Full Version : SCSI ZIP Drive Digital Camera (AVR)
avr >>PROJECTS (AVR) >>SCSI ZIP Drive Digital Camera (AVR)


AVR_Admin- 04-26-2006
Introduction
The original motivation behind our project was a desire to interface with some type of real world device. Since one of the clear limitations of the Atmel chipset is the lack of storage space, we felt it would be useful if we could connect to some type of mass media storage device. Implementing a SCSI interface would allow us to connect to virtually any type of storage device - hard drives, CD-ROM drives, and various removable media. Since Sean had a SCSI Zip drive lying around his apartment, our project concept began to come together.
However, we felt that connecting to a Zip drive wouldn't do much by itself; we needed some data to store! After some research, we found that there were digital cameras that would connect through a serial port and had a simple programming interface. This was the perfect application of the Zip drive's 100 MB storage capacity.
We have designed a board, using two of Atmel's 90s8515 8-bit microcontrollers, that will retrieve a picture from a Barbie Cam and store that image onto a Zip drive with the press of a button. Additionally, our device can take stop-motion video and store the images in a numbered sequence of files. It is necessary to run these images through a Java program that will interpolate the raw pixel data into a readable bitmap file.

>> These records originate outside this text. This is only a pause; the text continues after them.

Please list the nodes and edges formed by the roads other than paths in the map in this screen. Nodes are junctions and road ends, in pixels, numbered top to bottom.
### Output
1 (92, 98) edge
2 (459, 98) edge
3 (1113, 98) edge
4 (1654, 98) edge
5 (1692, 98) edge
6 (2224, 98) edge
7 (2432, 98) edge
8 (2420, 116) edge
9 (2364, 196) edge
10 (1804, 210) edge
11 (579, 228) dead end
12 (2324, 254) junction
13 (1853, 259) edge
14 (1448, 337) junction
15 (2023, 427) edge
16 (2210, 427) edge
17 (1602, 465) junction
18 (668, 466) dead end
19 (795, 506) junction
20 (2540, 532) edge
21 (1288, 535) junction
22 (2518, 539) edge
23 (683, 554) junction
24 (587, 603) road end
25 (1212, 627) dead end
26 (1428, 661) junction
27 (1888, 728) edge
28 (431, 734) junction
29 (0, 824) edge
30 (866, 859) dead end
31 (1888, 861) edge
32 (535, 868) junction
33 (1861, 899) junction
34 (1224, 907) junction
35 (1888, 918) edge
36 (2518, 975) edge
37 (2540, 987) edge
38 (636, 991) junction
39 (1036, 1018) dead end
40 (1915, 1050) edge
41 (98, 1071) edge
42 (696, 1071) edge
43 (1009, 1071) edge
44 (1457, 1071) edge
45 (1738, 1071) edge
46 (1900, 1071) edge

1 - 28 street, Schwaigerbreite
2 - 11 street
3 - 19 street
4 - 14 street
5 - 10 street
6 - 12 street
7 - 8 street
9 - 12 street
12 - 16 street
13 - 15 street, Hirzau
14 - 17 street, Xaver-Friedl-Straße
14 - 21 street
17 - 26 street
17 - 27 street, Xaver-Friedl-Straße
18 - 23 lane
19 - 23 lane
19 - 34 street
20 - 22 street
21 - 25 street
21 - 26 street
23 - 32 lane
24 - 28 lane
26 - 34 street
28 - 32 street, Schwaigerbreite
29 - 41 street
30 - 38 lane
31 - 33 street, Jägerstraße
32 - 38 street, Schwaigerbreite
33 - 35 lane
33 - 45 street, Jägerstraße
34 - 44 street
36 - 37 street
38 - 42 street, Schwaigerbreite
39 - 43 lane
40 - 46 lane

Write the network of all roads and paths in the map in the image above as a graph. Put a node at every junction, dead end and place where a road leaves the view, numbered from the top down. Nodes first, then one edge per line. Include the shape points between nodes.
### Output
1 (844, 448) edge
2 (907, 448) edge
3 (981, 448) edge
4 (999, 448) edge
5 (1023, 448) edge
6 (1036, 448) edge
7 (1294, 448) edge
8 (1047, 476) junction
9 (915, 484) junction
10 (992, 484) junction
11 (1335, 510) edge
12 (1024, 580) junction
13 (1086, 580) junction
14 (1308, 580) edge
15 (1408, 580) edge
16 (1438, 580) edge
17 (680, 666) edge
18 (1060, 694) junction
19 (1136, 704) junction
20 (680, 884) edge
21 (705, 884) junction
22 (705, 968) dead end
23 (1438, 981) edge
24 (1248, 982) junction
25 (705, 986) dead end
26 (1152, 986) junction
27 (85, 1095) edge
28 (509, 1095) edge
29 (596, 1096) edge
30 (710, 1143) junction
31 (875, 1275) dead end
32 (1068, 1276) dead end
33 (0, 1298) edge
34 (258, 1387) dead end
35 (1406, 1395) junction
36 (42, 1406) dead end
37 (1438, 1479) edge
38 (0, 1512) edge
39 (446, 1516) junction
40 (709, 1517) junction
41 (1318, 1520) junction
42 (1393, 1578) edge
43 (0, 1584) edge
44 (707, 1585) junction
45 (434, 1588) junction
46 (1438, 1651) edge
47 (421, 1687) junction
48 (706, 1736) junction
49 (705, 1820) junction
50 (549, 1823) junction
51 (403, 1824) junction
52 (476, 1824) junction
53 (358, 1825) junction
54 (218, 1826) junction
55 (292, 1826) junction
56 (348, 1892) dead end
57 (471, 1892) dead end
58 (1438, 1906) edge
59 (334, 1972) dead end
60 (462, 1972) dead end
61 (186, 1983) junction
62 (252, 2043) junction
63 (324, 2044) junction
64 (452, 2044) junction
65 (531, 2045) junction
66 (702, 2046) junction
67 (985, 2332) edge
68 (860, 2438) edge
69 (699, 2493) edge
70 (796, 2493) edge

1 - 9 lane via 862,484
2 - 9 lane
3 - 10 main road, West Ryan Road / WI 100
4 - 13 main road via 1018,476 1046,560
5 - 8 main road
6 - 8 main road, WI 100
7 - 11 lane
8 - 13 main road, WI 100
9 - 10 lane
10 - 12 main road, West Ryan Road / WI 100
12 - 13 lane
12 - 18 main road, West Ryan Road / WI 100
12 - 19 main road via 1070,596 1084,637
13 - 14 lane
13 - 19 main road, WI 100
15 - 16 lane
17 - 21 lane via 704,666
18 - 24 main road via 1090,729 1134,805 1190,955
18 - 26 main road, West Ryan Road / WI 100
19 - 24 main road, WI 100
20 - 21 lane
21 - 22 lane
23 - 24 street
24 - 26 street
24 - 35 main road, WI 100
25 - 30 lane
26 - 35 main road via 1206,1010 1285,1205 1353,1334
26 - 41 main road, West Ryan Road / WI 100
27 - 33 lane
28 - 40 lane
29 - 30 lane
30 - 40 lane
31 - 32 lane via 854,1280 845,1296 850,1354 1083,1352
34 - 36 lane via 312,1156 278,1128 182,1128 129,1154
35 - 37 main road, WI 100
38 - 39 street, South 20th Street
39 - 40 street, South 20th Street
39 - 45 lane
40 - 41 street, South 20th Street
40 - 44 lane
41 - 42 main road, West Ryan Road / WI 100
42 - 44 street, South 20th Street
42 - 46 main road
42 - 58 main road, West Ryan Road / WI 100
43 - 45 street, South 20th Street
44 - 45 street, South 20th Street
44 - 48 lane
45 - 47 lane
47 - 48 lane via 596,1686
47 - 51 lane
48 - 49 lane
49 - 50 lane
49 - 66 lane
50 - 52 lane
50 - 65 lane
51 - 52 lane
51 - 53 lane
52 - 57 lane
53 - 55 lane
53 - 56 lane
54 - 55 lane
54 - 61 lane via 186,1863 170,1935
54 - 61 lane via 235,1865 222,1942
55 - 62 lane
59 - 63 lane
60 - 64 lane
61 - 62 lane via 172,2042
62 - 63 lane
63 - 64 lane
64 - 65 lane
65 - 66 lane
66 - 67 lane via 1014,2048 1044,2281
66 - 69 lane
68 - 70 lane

Although our project focuses on the Zip drive and Barbie camera, our project would also be able to handle data from any serial source and store it onto any type of SCSI-2 device with some minor code changes. A really neat feature of SCSI is that it's totally backwards compatible, so any modern SCSI device can easily communicate as a single ended asynchronous device and thus interface with our board


High Level Design
As mentioned above, we are using two Atmel microcontrollers in our project; one is responsible for interfacing with the camera, and one with SCSI. The camera chip connects to the camera through the UART at 57,600 baud. There are two buttons connected to the camera chip for taking snapshots and stop-motion video. The main while loop of the camera chip will test if either the snapshot button is pressed or the chip is in video mode. If so, the camera chip will send a few commands over the UART connection, and the camera will respond by streaming 20,680 bytes of picture data over the serial port. The camera chip buffers the image into external memory, and then transfers the data byte by byte to the SCSI chip.
The data transfer code uses four pins for data (to conserve usage of the I/O pins) and four for control. The SCSI chip controls the data transfer procedures by either requesting that an image byte be sent from the camera chip or that data be stored in/retrieved from the camera chip's external memory.
When the SCSI chip receives its first data, it constructs a new file on the Zip drive in the file allocation table (FAT) of the disk. It then writes the image data to the Zip drive byte by byte. The SCSI protocol allows the usage of an asynchronous handshake for each byte transferred, which we took advantage of since our microcontrollers couldn't handle fast, synchronous SCSI transfers. Additionally, the SCSI chip has its own UART which can be used to browse the contents of the Zip drive's root directory using the familiar DOS "dir" command and eject the Zip disk remotely by using an "eject" command!